_What to work on_
Look through the entries for the string "Nodes", and copy each line that holds it.

_Provided entries_
┄┄┄┄┄┄

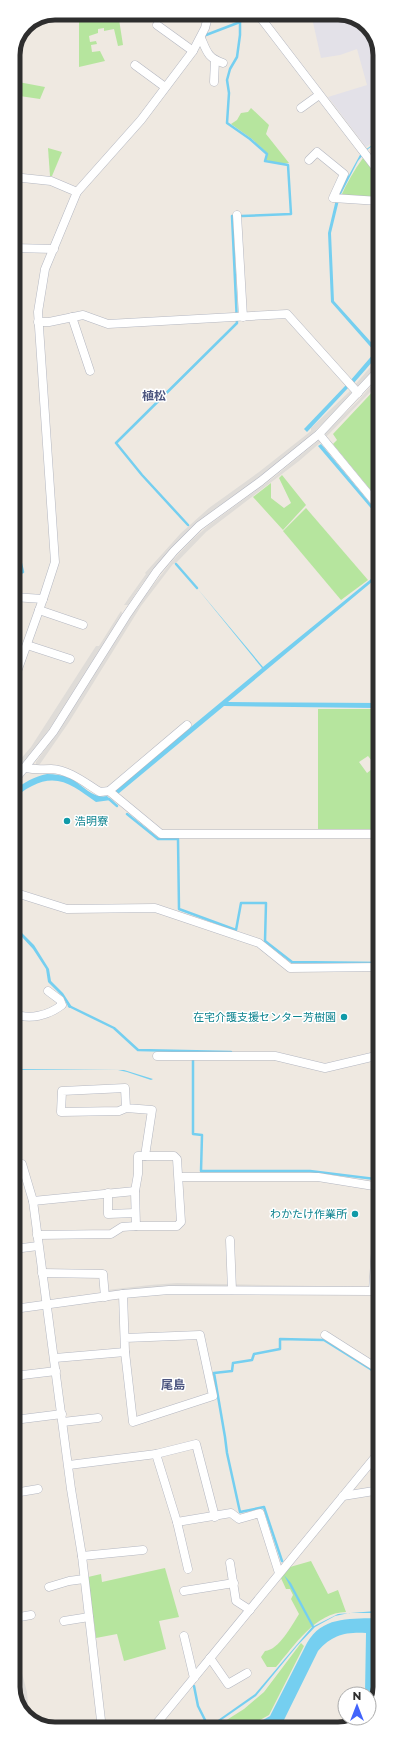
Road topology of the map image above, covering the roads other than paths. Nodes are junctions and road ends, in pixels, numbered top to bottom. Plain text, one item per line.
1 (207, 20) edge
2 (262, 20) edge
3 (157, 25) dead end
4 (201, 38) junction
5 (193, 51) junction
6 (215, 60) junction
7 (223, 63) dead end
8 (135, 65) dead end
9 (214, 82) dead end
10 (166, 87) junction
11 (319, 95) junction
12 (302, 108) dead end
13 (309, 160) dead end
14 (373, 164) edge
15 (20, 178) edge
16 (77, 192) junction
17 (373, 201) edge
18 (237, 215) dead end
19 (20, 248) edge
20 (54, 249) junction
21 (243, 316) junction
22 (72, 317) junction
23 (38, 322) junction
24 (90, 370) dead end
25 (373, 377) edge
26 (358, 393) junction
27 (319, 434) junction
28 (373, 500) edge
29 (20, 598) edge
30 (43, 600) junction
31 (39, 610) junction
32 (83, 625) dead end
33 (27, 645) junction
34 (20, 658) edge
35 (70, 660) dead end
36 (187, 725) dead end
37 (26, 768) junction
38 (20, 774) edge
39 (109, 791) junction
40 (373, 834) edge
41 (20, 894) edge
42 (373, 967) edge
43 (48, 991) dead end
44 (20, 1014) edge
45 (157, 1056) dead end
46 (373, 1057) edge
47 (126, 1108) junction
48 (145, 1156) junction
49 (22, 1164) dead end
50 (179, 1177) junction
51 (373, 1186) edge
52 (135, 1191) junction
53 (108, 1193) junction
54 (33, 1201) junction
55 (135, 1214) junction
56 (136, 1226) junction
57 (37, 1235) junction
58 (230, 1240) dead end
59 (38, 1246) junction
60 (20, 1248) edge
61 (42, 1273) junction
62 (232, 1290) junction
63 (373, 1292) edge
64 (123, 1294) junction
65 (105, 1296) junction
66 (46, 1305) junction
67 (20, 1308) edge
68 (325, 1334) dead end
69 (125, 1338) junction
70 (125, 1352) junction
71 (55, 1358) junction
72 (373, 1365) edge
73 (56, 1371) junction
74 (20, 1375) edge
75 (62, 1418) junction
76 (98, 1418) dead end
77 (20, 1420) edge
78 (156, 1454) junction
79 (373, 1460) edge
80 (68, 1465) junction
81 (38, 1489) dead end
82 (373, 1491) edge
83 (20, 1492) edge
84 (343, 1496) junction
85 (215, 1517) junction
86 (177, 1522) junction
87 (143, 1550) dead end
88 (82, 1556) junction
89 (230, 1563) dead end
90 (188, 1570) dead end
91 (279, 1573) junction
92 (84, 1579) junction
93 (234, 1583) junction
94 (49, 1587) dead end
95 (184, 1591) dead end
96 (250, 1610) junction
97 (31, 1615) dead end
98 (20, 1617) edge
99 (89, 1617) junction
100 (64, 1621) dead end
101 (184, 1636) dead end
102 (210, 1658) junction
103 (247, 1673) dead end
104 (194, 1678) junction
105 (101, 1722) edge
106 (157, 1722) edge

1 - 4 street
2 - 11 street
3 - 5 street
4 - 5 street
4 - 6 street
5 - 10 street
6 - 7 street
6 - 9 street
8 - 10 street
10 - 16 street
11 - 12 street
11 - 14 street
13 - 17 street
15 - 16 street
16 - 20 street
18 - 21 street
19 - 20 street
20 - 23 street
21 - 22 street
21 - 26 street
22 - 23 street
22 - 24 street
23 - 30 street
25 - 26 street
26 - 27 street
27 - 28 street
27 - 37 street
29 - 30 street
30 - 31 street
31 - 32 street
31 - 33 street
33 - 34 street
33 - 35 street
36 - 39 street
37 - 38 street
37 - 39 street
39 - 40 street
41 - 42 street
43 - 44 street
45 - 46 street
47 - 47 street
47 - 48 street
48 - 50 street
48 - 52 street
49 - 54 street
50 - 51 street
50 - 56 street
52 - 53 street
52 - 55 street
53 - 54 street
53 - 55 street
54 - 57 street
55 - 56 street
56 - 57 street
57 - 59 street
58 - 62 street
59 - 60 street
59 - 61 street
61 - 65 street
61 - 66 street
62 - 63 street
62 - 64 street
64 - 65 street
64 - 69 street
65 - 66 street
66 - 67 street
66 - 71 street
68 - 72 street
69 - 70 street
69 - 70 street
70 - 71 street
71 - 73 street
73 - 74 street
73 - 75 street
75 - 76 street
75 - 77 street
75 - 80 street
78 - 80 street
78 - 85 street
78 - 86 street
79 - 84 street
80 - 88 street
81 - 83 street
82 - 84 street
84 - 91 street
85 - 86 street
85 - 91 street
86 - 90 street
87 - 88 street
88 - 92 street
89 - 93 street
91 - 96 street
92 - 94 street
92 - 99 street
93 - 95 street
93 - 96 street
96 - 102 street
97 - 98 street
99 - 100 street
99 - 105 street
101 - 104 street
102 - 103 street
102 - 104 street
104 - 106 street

┄┄┄┄┄┄

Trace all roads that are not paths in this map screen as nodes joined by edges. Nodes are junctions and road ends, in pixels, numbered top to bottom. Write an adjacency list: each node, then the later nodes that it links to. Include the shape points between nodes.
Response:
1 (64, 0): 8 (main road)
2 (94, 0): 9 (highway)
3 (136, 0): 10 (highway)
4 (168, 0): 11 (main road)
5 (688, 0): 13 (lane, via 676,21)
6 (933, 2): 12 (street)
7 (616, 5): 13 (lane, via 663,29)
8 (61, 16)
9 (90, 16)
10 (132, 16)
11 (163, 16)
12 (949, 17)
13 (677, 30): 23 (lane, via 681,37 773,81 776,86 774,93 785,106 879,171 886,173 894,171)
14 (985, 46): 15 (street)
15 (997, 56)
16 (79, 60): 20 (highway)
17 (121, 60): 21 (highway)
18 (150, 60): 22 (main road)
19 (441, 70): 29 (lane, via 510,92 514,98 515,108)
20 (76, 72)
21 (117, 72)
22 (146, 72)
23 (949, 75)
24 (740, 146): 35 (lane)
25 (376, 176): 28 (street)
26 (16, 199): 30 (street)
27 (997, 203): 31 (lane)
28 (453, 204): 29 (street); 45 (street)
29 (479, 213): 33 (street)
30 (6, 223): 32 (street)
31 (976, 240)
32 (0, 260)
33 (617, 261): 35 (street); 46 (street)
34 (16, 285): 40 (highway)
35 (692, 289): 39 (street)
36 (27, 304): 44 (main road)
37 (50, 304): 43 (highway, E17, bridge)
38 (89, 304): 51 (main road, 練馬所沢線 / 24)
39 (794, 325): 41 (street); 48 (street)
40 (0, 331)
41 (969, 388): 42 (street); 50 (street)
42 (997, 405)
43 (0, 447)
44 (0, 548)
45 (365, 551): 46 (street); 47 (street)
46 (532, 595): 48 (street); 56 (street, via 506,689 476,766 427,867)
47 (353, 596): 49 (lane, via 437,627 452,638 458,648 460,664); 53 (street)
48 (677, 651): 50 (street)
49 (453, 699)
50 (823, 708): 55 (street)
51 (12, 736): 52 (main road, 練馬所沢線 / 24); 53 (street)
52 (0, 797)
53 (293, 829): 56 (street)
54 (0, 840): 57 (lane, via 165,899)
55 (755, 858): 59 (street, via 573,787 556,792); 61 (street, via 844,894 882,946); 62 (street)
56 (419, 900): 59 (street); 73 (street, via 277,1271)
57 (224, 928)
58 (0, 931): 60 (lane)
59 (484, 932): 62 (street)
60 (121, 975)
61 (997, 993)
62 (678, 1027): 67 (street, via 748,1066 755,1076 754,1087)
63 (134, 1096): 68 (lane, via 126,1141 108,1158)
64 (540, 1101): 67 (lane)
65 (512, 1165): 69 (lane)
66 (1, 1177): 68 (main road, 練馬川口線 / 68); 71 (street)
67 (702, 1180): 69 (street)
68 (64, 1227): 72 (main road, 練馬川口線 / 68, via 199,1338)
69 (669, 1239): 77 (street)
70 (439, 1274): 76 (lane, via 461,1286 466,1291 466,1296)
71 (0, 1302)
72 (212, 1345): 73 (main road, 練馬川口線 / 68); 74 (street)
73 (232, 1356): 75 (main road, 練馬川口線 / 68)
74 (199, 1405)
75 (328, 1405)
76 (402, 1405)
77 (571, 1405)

┄┄┄┄┄┄

_Result for this task_
Road topology of the map image above, covering the roads other than paths. Nodes are junctions and road ends, in pixels, numbered top to bottom. Plain text, one item per line.
Trace all roads that are not paths in this map screen as nodes joined by edges. Nodes are junctions and road ends, in pixels, numbered top to bottom. Write an adjacency list: each node, then the later nodes that it links to. Include the shape points between nodes.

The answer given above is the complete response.